__Records for processing__:
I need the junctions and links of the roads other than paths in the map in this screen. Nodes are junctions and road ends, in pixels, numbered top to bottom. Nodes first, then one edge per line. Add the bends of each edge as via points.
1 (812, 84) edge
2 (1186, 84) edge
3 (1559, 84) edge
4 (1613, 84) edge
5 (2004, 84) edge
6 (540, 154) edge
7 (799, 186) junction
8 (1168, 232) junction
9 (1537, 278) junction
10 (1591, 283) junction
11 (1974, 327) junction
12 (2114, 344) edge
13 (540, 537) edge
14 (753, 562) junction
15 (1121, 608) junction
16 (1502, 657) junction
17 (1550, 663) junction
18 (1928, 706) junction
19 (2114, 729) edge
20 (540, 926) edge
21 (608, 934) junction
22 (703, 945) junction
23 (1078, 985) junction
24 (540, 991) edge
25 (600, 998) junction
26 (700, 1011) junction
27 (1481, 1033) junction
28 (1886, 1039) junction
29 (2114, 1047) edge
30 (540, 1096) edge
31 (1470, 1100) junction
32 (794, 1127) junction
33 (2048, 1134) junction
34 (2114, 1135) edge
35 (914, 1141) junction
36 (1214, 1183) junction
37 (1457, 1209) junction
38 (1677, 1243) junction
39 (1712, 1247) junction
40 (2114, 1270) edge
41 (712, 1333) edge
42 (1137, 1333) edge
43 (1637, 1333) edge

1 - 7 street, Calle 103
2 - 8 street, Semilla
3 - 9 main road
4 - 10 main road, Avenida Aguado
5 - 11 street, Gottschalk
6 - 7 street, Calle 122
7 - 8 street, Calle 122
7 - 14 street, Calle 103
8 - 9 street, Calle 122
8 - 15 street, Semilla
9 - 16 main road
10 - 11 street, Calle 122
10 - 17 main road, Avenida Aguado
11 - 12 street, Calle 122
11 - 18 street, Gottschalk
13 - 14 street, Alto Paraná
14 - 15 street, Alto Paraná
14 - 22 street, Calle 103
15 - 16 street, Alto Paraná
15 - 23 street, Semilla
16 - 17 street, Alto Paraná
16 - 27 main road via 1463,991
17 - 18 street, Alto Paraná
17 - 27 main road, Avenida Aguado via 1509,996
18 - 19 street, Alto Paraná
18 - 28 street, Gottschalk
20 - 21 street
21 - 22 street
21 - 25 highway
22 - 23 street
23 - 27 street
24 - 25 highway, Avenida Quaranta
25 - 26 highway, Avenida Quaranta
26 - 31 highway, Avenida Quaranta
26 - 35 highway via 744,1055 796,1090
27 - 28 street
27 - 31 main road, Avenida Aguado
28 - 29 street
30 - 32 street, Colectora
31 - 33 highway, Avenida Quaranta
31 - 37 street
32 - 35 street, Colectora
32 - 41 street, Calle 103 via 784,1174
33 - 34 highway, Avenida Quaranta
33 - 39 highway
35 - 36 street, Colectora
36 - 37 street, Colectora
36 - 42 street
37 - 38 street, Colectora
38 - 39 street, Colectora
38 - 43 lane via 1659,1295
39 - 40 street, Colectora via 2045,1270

==

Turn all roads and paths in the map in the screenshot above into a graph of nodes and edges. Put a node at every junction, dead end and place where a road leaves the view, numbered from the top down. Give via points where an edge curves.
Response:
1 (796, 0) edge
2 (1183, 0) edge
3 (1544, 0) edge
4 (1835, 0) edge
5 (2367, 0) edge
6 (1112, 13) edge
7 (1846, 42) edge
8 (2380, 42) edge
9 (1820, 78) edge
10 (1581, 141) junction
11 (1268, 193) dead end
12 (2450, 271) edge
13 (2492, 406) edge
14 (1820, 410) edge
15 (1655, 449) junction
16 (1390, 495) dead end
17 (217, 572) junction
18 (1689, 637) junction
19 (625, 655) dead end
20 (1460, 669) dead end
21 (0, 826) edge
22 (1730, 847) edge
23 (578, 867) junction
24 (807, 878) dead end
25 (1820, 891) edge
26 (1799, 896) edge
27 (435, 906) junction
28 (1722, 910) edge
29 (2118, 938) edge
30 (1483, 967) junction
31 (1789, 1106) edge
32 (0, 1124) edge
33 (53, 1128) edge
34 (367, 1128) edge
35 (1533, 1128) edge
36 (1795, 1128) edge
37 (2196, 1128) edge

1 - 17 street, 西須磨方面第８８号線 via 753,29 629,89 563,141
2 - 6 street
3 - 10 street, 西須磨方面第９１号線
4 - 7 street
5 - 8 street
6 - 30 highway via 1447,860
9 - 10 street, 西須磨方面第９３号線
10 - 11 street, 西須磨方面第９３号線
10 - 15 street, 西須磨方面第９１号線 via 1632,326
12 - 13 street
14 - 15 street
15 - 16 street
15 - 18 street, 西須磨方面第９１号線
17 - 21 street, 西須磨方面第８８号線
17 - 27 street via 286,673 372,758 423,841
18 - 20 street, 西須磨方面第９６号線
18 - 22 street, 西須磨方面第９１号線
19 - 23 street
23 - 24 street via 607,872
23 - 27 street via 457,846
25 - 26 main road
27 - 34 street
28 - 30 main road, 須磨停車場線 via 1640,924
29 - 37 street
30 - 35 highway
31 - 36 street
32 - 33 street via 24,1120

* * *

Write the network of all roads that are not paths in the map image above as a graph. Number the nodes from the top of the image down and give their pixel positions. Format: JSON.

__Task item__: Scan the material line by line and report each one that contains "graph".

__The completed task__:
Turn all roads and paths in the map in the screenshot above into a graph of nodes and edges. Put a node at every junction, dead end and place where a road leaves the view, numbered from the top down. Give via points where an edge curves.
Write the network of all roads that are not paths in the map image above as a graph. Number the nodes from the top of the image down and give their pixel positions. Format: JSON.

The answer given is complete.